---------- Supplied records ----------

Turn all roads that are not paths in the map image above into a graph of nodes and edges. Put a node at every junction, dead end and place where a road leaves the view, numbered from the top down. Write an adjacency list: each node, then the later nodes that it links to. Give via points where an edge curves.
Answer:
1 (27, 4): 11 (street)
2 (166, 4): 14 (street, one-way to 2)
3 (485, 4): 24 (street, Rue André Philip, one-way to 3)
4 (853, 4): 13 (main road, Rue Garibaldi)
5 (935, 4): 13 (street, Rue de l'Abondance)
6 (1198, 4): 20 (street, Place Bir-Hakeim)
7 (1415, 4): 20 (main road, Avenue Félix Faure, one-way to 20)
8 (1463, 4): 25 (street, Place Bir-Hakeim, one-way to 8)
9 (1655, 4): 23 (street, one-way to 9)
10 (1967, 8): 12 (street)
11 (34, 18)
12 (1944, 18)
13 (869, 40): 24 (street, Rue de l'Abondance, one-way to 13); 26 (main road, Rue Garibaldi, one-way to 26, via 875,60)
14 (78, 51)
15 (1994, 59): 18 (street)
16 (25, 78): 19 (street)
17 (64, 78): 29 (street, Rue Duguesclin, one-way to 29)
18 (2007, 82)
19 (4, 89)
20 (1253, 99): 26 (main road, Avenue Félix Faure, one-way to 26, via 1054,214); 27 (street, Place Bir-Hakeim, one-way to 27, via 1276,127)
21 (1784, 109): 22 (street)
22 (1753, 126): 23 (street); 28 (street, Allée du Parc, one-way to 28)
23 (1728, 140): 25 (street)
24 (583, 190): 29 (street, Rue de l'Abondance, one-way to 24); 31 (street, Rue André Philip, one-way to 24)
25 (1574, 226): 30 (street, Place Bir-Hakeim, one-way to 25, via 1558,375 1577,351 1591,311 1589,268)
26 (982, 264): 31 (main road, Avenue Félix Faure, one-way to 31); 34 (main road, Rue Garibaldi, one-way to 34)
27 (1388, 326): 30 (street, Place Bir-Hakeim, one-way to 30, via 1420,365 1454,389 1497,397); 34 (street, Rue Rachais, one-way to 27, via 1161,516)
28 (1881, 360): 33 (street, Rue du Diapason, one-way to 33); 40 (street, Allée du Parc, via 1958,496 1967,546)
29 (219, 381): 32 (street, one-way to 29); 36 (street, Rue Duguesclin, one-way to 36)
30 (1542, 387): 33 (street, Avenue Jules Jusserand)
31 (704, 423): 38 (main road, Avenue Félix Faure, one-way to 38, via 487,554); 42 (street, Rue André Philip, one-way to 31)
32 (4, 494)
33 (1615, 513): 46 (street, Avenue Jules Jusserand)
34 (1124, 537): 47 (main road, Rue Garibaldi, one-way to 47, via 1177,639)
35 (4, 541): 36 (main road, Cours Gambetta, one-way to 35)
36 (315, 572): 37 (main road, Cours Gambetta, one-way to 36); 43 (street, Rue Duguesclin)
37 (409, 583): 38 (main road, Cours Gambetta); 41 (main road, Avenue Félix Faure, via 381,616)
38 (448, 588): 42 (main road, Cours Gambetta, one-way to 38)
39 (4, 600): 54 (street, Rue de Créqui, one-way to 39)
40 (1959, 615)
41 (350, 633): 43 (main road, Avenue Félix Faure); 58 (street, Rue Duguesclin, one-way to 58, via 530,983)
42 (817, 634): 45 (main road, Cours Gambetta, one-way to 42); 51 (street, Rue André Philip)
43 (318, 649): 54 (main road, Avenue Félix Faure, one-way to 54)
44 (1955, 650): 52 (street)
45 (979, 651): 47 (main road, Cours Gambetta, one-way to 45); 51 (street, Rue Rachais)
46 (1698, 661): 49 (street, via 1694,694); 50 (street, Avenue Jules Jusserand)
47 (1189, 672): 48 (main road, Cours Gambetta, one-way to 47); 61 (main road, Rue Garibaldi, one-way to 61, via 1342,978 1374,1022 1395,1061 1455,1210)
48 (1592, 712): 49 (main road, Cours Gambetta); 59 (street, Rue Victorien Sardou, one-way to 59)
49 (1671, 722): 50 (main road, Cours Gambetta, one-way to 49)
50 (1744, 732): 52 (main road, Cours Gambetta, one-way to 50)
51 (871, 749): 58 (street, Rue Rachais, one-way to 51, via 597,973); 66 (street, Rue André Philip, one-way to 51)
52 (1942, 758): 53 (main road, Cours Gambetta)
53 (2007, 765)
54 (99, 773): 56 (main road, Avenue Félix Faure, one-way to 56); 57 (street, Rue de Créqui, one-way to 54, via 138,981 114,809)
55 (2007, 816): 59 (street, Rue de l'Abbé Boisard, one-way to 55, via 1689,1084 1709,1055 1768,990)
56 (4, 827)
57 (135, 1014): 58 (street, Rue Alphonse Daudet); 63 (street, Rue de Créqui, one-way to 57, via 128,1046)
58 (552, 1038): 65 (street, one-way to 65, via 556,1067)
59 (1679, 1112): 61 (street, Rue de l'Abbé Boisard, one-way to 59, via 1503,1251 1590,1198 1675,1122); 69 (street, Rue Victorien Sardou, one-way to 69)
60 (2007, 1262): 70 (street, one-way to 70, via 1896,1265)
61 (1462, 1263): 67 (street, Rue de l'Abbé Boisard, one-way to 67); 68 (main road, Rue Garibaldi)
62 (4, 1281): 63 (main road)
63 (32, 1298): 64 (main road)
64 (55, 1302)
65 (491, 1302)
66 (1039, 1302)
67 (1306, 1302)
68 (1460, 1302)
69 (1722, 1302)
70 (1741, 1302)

----------

__Try it__
Each line in the data that holds the string "Sardou" should be found and copied.

__Your response__
48 (1592, 712): 49 (main road, Cours Gambetta); 59 (street, Rue Victorien Sardou, one-way to 59)
59 (1679, 1112): 61 (street, Rue de l'Abbé Boisard, one-way to 59, via 1503,1251 1590,1198 1675,1122); 69 (street, Rue Victorien Sardou, one-way to 69)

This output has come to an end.